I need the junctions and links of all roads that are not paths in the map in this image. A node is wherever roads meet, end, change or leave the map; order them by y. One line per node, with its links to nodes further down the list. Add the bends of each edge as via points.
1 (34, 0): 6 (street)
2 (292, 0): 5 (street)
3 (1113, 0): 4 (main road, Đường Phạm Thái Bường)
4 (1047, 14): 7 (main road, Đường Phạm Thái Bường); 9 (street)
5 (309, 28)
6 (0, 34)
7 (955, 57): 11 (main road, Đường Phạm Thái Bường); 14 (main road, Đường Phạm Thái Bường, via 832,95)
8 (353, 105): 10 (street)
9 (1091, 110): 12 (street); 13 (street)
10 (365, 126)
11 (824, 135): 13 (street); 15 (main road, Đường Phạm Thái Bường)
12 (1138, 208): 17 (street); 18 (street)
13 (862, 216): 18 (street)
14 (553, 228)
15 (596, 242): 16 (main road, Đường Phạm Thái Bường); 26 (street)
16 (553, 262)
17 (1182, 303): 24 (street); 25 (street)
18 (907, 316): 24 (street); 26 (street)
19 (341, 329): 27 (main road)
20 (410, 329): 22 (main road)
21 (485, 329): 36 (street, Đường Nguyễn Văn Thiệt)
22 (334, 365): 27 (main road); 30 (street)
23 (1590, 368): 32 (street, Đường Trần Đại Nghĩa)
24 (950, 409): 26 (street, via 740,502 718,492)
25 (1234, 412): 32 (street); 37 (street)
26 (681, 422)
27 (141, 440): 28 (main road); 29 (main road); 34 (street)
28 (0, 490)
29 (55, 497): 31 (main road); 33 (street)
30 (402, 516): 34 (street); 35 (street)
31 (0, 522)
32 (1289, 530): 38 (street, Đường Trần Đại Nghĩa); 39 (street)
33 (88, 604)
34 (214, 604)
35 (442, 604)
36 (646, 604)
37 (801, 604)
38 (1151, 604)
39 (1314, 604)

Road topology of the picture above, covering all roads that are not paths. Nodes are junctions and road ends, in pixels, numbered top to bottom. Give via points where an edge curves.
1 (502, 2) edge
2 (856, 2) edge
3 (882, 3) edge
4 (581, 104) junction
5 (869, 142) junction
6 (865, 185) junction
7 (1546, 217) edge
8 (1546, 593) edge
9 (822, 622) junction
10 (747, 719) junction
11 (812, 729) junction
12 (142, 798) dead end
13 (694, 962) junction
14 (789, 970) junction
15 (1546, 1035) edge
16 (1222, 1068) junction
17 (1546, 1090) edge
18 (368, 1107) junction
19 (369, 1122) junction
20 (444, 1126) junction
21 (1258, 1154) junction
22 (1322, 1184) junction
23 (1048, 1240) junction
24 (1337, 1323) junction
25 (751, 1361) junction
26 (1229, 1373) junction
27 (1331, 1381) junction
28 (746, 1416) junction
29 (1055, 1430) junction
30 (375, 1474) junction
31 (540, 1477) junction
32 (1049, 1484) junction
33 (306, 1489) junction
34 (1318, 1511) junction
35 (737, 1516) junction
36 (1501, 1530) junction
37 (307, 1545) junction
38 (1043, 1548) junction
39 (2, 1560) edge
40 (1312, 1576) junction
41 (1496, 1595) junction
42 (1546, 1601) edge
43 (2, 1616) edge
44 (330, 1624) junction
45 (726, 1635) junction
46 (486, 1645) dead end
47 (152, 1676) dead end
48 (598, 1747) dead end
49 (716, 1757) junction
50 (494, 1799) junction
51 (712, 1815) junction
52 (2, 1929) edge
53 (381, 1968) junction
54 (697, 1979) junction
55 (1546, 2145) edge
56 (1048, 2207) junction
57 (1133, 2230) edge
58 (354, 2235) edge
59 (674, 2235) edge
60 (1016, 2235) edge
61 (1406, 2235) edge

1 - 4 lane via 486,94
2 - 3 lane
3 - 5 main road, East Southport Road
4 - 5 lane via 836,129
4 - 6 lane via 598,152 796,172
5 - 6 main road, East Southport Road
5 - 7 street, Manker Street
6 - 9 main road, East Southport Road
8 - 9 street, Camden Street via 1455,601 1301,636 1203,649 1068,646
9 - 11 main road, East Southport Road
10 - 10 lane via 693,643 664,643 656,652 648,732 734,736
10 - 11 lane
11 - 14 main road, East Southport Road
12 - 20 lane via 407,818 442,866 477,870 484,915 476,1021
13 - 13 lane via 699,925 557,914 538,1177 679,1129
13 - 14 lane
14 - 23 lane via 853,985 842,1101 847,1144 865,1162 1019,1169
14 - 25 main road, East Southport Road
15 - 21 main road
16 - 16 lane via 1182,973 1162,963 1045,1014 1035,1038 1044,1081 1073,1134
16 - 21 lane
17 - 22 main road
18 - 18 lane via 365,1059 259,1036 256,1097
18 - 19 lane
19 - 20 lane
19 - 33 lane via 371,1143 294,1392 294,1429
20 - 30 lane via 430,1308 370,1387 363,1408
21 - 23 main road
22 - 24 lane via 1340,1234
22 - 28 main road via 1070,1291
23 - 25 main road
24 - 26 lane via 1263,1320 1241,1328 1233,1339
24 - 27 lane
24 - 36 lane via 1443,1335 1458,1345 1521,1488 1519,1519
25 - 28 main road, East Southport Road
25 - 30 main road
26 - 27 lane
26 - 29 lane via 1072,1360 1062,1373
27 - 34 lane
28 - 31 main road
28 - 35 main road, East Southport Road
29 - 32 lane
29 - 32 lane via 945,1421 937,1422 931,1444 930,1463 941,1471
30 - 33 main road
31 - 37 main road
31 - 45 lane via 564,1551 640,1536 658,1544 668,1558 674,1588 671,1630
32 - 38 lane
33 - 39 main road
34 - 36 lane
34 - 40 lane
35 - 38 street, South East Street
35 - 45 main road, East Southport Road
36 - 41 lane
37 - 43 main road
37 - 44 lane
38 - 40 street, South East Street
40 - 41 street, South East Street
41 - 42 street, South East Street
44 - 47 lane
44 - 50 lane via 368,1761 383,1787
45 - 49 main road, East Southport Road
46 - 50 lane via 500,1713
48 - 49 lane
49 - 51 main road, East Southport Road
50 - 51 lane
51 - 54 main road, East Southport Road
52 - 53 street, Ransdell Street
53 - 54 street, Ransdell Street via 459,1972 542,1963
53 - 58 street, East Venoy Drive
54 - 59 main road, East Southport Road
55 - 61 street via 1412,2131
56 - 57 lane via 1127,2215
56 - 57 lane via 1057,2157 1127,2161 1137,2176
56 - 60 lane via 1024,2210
= = = = =
• _Aim of the task_
Repeat the material above in full so that each line matches the original exactly.

• _Your response_
I need the junctions and links of all roads that are not paths in the map in this image. A node is wherever roads meet, end, change or leave the map; order them by y. One line per node, with its links to nodes further down the list. Add the bends of each edge as via points.
1 (34, 0): 6 (street)
2 (292, 0): 5 (street)
3 (1113, 0): 4 (main road, Đường Phạm Thái Bường)
4 (1047, 14): 7 (main road, Đường Phạm Thái Bường); 9 (street)
5 (309, 28)
6 (0, 34)
7 (955, 57): 11 (main road, Đường Phạm Thái Bường); 14 (main road, Đường Phạm Thái Bường, via 832,95)
8 (353, 105): 10 (street)
9 (1091, 110): 12 (street); 13 (street)
10 (365, 126)
11 (824, 135): 13 (street); 15 (main road, Đường Phạm Thái Bường)
12 (1138, 208): 17 (street); 18 (street)
13 (862, 216): 18 (street)
14 (553, 228)
15 (596, 242): 16 (main road, Đường Phạm Thái Bường); 26 (street)
16 (553, 262)
17 (1182, 303): 24 (street); 25 (street)
18 (907, 316): 24 (street); 26 (street)
19 (341, 329): 27 (main road)
20 (410, 329): 22 (main road)
21 (485, 329): 36 (street, Đường Nguyễn Văn Thiệt)
22 (334, 365): 27 (main road); 30 (street)
23 (1590, 368): 32 (street, Đường Trần Đại Nghĩa)
24 (950, 409): 26 (street, via 740,502 718,492)
25 (1234, 412): 32 (street); 37 (street)
26 (681, 422)
27 (141, 440): 28 (main road); 29 (main road); 34 (street)
28 (0, 490)
29 (55, 497): 31 (main road); 33 (street)
30 (402, 516): 34 (street); 35 (street)
31 (0, 522)
32 (1289, 530): 38 (street, Đường Trần Đại Nghĩa); 39 (street)
33 (88, 604)
34 (214, 604)
35 (442, 604)
36 (646, 604)
37 (801, 604)
38 (1151, 604)
39 (1314, 604)

Road topology of the picture above, covering all roads that are not paths. Nodes are junctions and road ends, in pixels, numbered top to bottom. Give via points where an edge curves.
1 (502, 2) edge
2 (856, 2) edge
3 (882, 3) edge
4 (581, 104) junction
5 (869, 142) junction
6 (865, 185) junction
7 (1546, 217) edge
8 (1546, 593) edge
9 (822, 622) junction
10 (747, 719) junction
11 (812, 729) junction
12 (142, 798) dead end
13 (694, 962) junction
14 (789, 970) junction
15 (1546, 1035) edge
16 (1222, 1068) junction
17 (1546, 1090) edge
18 (368, 1107) junction
19 (369, 1122) junction
20 (444, 1126) junction
21 (1258, 1154) junction
22 (1322, 1184) junction
23 (1048, 1240) junction
24 (1337, 1323) junction
25 (751, 1361) junction
26 (1229, 1373) junction
27 (1331, 1381) junction
28 (746, 1416) junction
29 (1055, 1430) junction
30 (375, 1474) junction
31 (540, 1477) junction
32 (1049, 1484) junction
33 (306, 1489) junction
34 (1318, 1511) junction
35 (737, 1516) junction
36 (1501, 1530) junction
37 (307, 1545) junction
38 (1043, 1548) junction
39 (2, 1560) edge
40 (1312, 1576) junction
41 (1496, 1595) junction
42 (1546, 1601) edge
43 (2, 1616) edge
44 (330, 1624) junction
45 (726, 1635) junction
46 (486, 1645) dead end
47 (152, 1676) dead end
48 (598, 1747) dead end
49 (716, 1757) junction
50 (494, 1799) junction
51 (712, 1815) junction
52 (2, 1929) edge
53 (381, 1968) junction
54 (697, 1979) junction
55 (1546, 2145) edge
56 (1048, 2207) junction
57 (1133, 2230) edge
58 (354, 2235) edge
59 (674, 2235) edge
60 (1016, 2235) edge
61 (1406, 2235) edge

1 - 4 lane via 486,94
2 - 3 lane
3 - 5 main road, East Southport Road
4 - 5 lane via 836,129
4 - 6 lane via 598,152 796,172
5 - 6 main road, East Southport Road
5 - 7 street, Manker Street
6 - 9 main road, East Southport Road
8 - 9 street, Camden Street via 1455,601 1301,636 1203,649 1068,646
9 - 11 main road, East Southport Road
10 - 10 lane via 693,643 664,643 656,652 648,732 734,736
10 - 11 lane
11 - 14 main road, East Southport Road
12 - 20 lane via 407,818 442,866 477,870 484,915 476,1021
13 - 13 lane via 699,925 557,914 538,1177 679,1129
13 - 14 lane
14 - 23 lane via 853,985 842,1101 847,1144 865,1162 1019,1169
14 - 25 main road, East Southport Road
15 - 21 main road
16 - 16 lane via 1182,973 1162,963 1045,1014 1035,1038 1044,1081 1073,1134
16 - 21 lane
17 - 22 main road
18 - 18 lane via 365,1059 259,1036 256,1097
18 - 19 lane
19 - 20 lane
19 - 33 lane via 371,1143 294,1392 294,1429
20 - 30 lane via 430,1308 370,1387 363,1408
21 - 23 main road
22 - 24 lane via 1340,1234
22 - 28 main road via 1070,1291
23 - 25 main road
24 - 26 lane via 1263,1320 1241,1328 1233,1339
24 - 27 lane
24 - 36 lane via 1443,1335 1458,1345 1521,1488 1519,1519
25 - 28 main road, East Southport Road
25 - 30 main road
26 - 27 lane
26 - 29 lane via 1072,1360 1062,1373
27 - 34 lane
28 - 31 main road
28 - 35 main road, East Southport Road
29 - 32 lane
29 - 32 lane via 945,1421 937,1422 931,1444 930,1463 941,1471
30 - 33 main road
31 - 37 main road
31 - 45 lane via 564,1551 640,1536 658,1544 668,1558 674,1588 671,1630
32 - 38 lane
33 - 39 main road
34 - 36 lane
34 - 40 lane
35 - 38 street, South East Street
35 - 45 main road, East Southport Road
36 - 41 lane
37 - 43 main road
37 - 44 lane
38 - 40 street, South East Street
40 - 41 street, South East Street
41 - 42 street, South East Street
44 - 47 lane
44 - 50 lane via 368,1761 383,1787
45 - 49 main road, East Southport Road
46 - 50 lane via 500,1713
48 - 49 lane
49 - 51 main road, East Southport Road
50 - 51 lane
51 - 54 main road, East Southport Road
52 - 53 street, Ransdell Street
53 - 54 street, Ransdell Street via 459,1972 542,1963
53 - 58 street, East Venoy Drive
54 - 59 main road, East Southport Road
55 - 61 street via 1412,2131
56 - 57 lane via 1127,2215
56 - 57 lane via 1057,2157 1127,2161 1137,2176
56 - 60 lane via 1024,2210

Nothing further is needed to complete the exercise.